### Task objective
Please copy every line of the data in which the string "dead" appears.
====== Extracted information
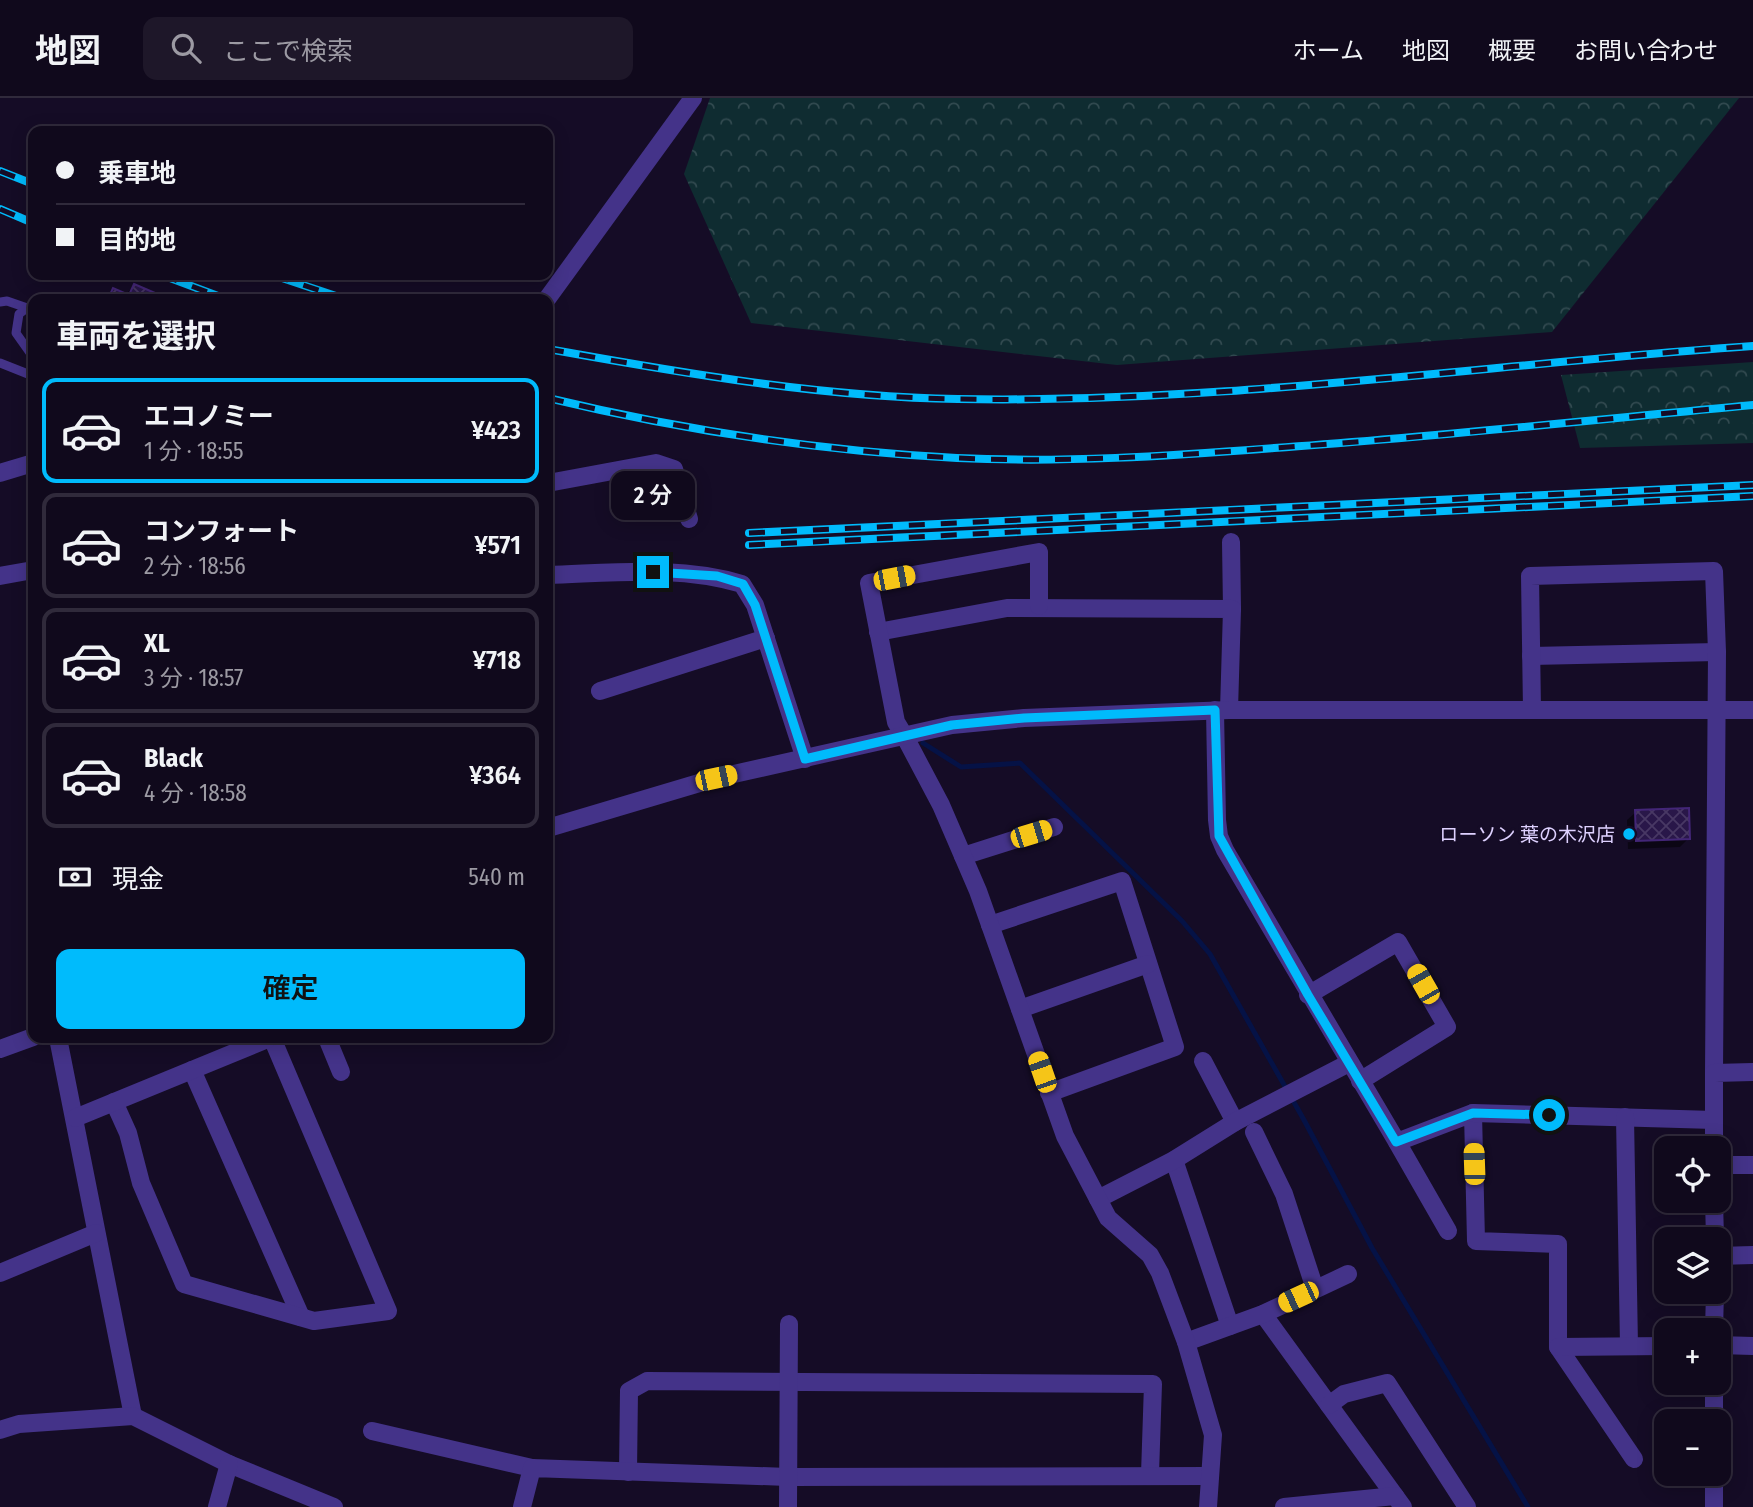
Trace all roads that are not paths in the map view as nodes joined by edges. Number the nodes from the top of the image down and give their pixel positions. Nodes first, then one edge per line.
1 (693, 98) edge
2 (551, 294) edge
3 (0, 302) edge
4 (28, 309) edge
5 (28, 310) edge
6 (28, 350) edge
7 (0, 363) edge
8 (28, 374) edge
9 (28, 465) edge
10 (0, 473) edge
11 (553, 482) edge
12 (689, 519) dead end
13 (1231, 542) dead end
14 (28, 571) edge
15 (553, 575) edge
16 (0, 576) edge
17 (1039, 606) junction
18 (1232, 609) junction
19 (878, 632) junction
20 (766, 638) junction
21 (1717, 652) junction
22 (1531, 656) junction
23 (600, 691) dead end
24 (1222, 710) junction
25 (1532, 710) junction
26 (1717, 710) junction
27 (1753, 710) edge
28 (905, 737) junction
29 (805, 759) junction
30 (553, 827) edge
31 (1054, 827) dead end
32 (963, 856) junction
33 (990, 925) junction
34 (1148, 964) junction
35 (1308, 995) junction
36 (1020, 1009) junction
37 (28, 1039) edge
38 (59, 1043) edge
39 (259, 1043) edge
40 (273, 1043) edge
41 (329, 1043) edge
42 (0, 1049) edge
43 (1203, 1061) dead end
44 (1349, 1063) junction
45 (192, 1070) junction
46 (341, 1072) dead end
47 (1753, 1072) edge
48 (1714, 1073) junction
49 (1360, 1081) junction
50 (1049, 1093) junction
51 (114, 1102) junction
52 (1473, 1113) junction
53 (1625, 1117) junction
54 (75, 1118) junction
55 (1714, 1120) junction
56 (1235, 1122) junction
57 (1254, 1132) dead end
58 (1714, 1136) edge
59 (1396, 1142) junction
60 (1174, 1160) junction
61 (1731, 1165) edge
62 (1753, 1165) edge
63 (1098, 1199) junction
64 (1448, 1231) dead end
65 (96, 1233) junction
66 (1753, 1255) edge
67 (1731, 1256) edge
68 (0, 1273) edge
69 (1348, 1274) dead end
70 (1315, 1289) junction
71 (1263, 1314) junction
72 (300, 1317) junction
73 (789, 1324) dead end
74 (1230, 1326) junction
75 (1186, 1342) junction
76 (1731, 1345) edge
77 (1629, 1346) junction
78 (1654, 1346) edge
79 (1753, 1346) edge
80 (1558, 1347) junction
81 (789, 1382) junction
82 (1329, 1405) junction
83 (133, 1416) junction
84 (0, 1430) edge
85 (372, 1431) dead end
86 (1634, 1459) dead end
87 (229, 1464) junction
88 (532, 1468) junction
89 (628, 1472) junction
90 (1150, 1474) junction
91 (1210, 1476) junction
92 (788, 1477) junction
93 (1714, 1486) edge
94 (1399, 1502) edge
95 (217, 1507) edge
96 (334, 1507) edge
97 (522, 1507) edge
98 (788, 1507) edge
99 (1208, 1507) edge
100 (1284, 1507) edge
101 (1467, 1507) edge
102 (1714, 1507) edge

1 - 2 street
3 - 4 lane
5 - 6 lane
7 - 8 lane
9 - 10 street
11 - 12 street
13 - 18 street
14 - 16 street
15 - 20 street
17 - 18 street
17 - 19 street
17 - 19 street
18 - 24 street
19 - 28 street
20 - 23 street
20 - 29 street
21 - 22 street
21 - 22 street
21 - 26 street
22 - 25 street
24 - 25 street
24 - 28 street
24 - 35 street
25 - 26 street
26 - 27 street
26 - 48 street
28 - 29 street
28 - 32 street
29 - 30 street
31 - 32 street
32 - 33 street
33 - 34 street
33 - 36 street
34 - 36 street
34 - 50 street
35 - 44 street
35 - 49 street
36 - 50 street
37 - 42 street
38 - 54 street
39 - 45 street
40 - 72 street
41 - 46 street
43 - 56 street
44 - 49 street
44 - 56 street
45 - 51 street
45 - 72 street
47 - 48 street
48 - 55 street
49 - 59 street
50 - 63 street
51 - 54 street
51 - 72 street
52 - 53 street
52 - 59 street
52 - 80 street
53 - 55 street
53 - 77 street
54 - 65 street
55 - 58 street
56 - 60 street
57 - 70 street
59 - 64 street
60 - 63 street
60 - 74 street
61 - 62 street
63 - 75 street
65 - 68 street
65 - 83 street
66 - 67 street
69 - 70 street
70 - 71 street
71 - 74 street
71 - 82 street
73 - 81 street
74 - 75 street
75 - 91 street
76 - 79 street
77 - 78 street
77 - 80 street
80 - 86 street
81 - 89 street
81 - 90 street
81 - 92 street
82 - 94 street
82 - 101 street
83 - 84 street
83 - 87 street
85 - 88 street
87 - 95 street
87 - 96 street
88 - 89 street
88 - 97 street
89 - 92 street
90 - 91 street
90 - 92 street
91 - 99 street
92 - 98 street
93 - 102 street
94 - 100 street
============
### Task solution
12 (689, 519) dead end
13 (1231, 542) dead end
23 (600, 691) dead end
31 (1054, 827) dead end
43 (1203, 1061) dead end
46 (341, 1072) dead end
57 (1254, 1132) dead end
64 (1448, 1231) dead end
69 (1348, 1274) dead end
73 (789, 1324) dead end
85 (372, 1431) dead end
86 (1634, 1459) dead end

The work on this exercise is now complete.